### Data records
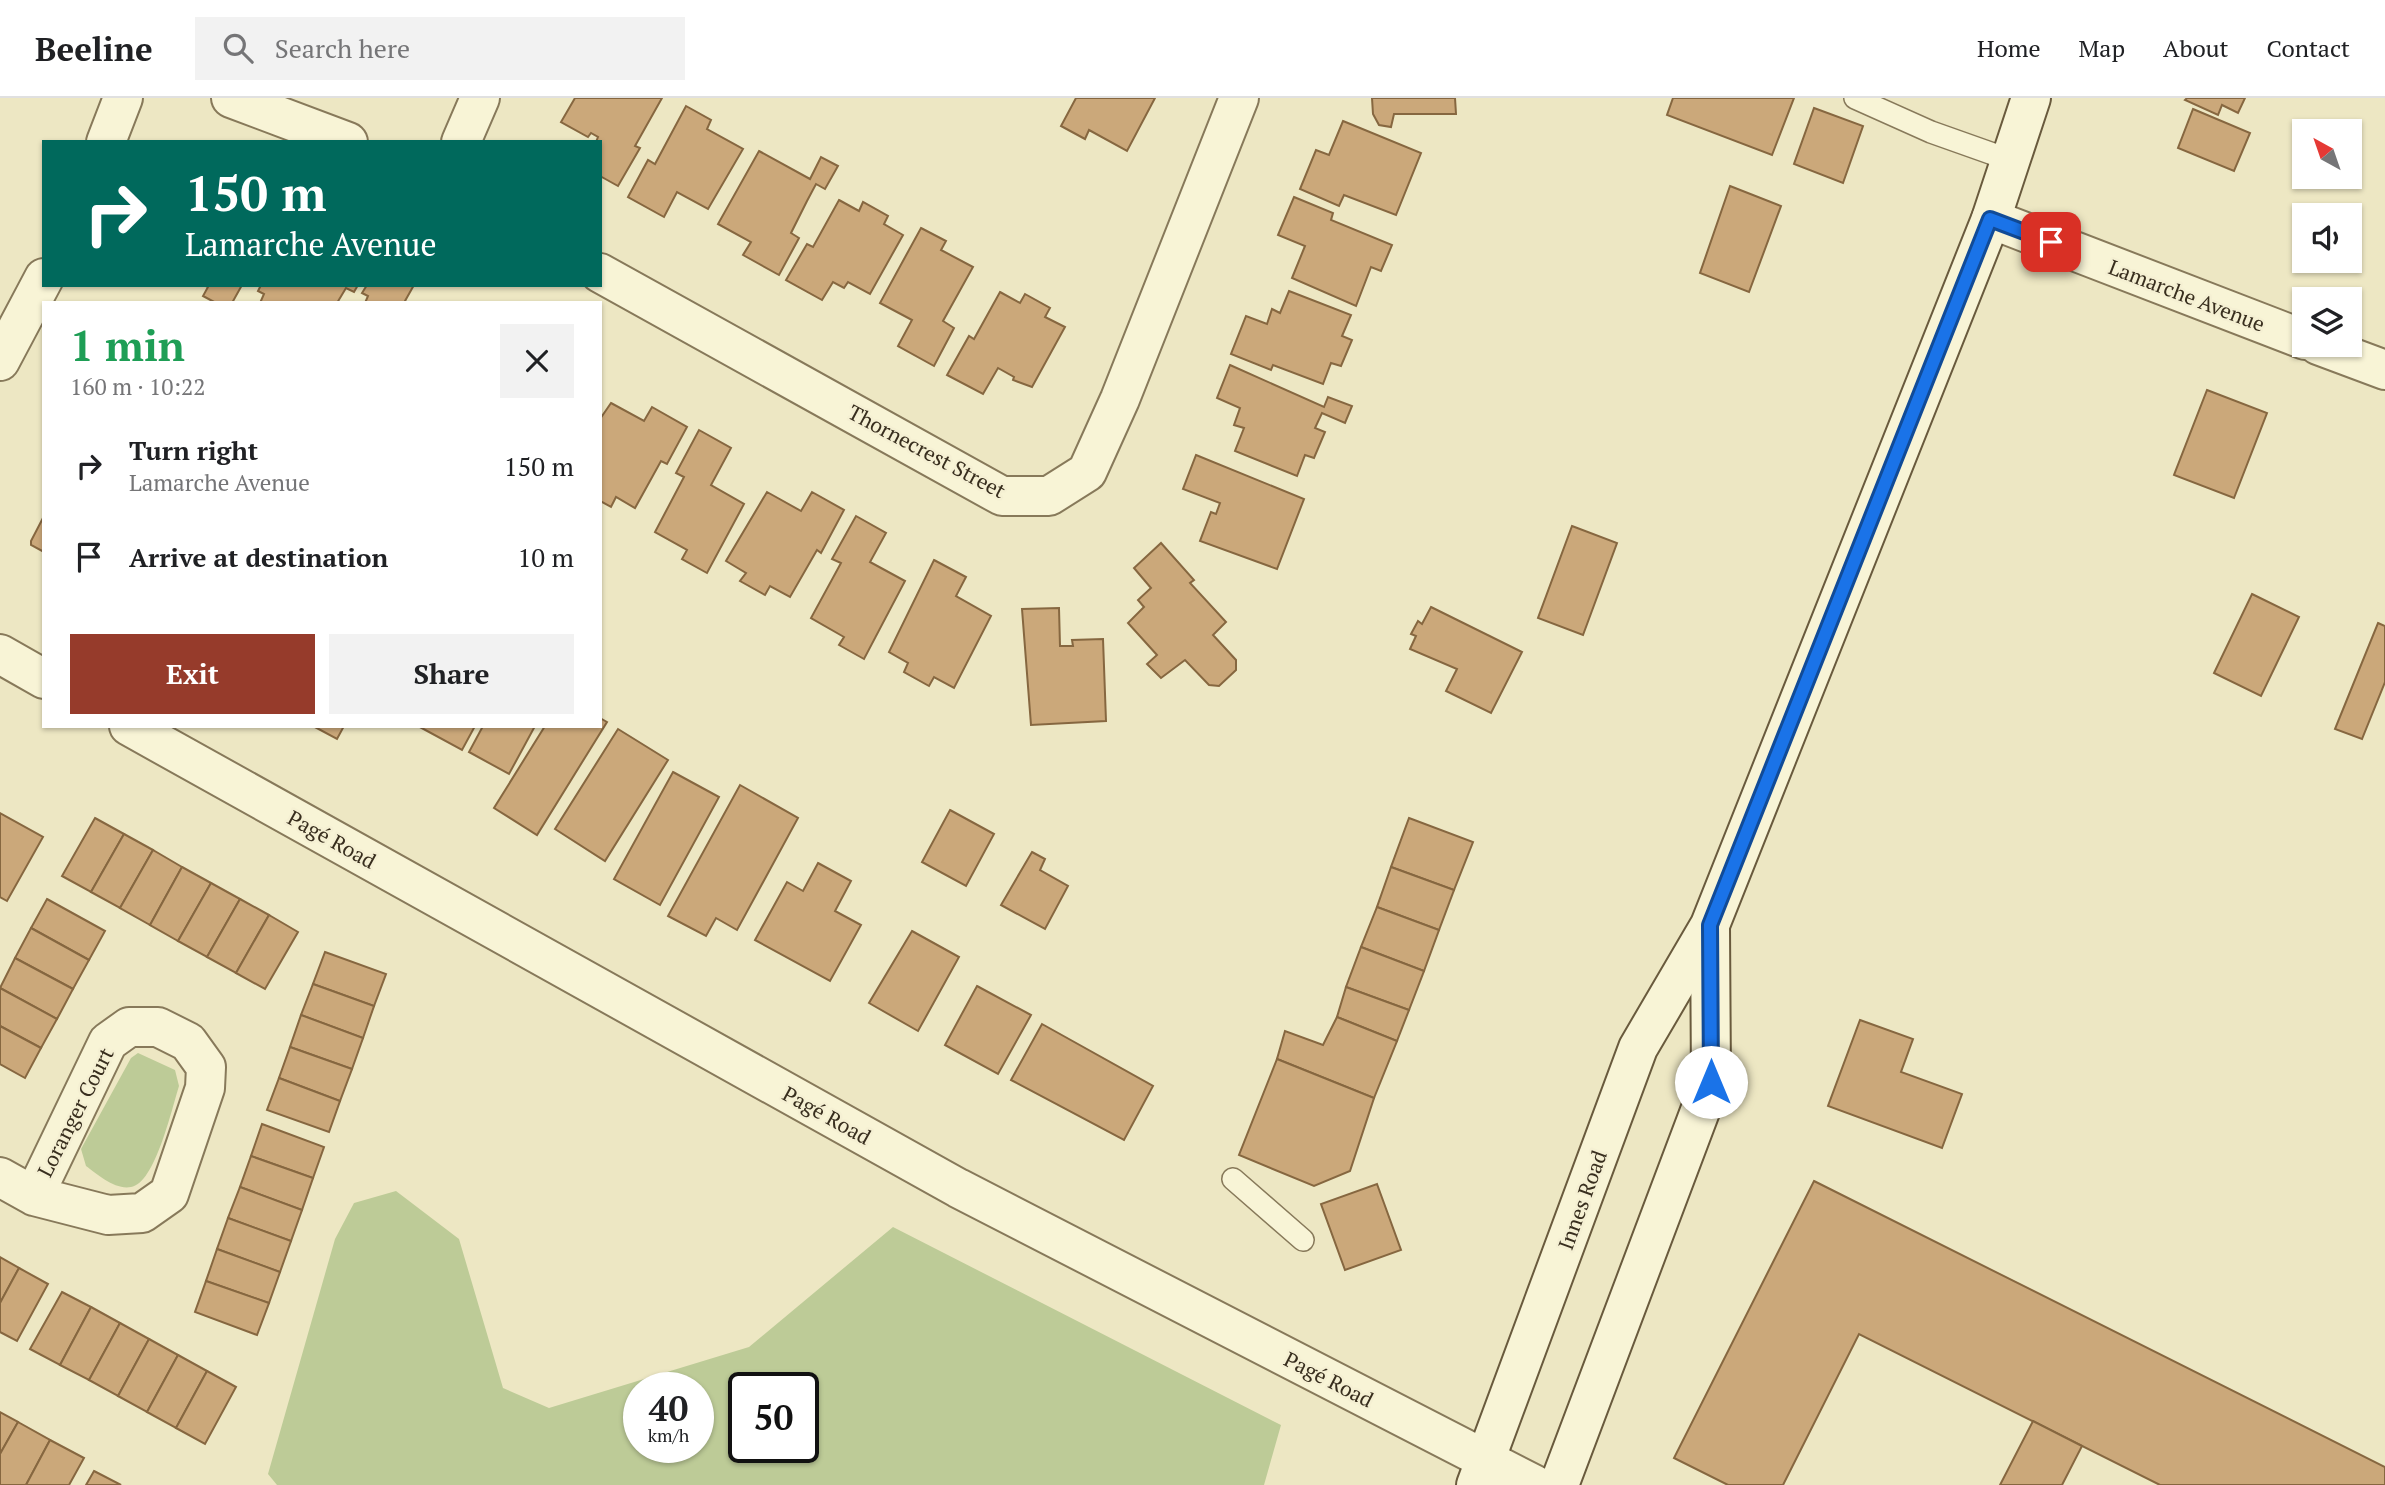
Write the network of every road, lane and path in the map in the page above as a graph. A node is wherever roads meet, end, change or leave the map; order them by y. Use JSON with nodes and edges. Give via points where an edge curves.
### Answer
{"nodes":[{"id":1,"x":123,"y":98,"type":"edge"},
{"id":2,"x":231,"y":98,"type":"edge"},
{"id":3,"x":480,"y":98,"type":"edge"},
{"id":4,"x":1239,"y":98,"type":"edge"},
{"id":5,"x":1854,"y":98,"type":"edge"},
{"id":6,"x":2031,"y":98,"type":"edge"},
{"id":7,"x":107,"y":140,"type":"edge"},
{"id":8,"x":343,"y":140,"type":"edge"},
{"id":9,"x":462,"y":140,"type":"edge"},
{"id":10,"x":2010,"y":160,"type":"junction"},
{"id":11,"x":1990,"y":219,"type":"junction"},
{"id":12,"x":602,"y":274,"type":"edge"},
{"id":13,"x":42,"y":282,"type":"edge"},
{"id":14,"x":2292,"y":335,"type":"edge"},
{"id":15,"x":2350,"y":357,"type":"edge"},
{"id":16,"x":0,"y":361,"type":"edge"},
{"id":17,"x":2385,"y":370,"type":"edge"},
{"id":18,"x":0,"y":654,"type":"edge"},
{"id":19,"x":42,"y":678,"type":"edge"},
{"id":20,"x":133,"y":728,"type":"edge"},
{"id":21,"x":1710,"y":925,"type":"junction"},
{"id":22,"x":0,"y":1178,"type":"edge"},
{"id":23,"x":1233,"y":1179,"type":"dead end"},
{"id":24,"x":34,"y":1196,"type":"junction"},
{"id":25,"x":1303,"y":1240,"type":"dead end"},
{"id":26,"x":1481,"y":1472,"type":"edge"},
{"id":27,"x":1535,"y":1485,"type":"edge"},
{"id":28,"x":1559,"y":1485,"type":"edge"}],
"edges":[{"from":1,"to":7,"type":"street"},
{"from":2,"to":8,"type":"street"},
{"from":3,"to":9,"type":"street"},
{"from":4,"to":12,"type":"street","name":"Thornecrest Street","via":[[1087,472],[1049,496],[1002,496]]},
{"from":5,"to":10,"type":"lane"},
{"from":6,"to":10,"type":"street","name":"Innes Road"},
{"from":10,"to":11,"type":"street","name":"Innes Road"},
{"from":11,"to":14,"type":"street","name":"Lamarche Avenue"},
{"from":11,"to":21,"type":"street","name":"Innes Road"},
{"from":13,"to":16,"type":"street"},
{"from":15,"to":17,"type":"street"},
{"from":18,"to":19,"type":"street"},
{"from":20,"to":26,"type":"street","name":"Pagé Road","via":[[958,1188]]},
{"from":21,"to":26,"type":"street","name":"Innes Road","via":[[1638,1048]]},
{"from":21,"to":28,"type":"street","name":"Innes Road","via":[[1711,1082]]},
{"from":22,"to":24,"type":"street","name":"Loranger Court"},
{"from":23,"to":25,"type":"lane"},
{"from":24,"to":24,"type":"street","name":"Loranger Court","via":[[108,1214],[142,1213],[169,1194],[205,1088],[206,1067],[188,1042],[158,1027],[128,1027],[108,1042]]},
{"from":26,"to":27,"type":"street","name":"Pagé Road"}]}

### What the task asks
Find the lines in the data that include "nodes", then copy each of them.

### Answer for the task
Write the network of every road, lane and path in the map in the page above as a graph. A node is wherever roads meet, end, change or leave the map; order them by y. Use JSON with nodes and edges. Give via points where an edge curves.
{"nodes":[{"id":1,"x":123,"y":98,"type":"edge"},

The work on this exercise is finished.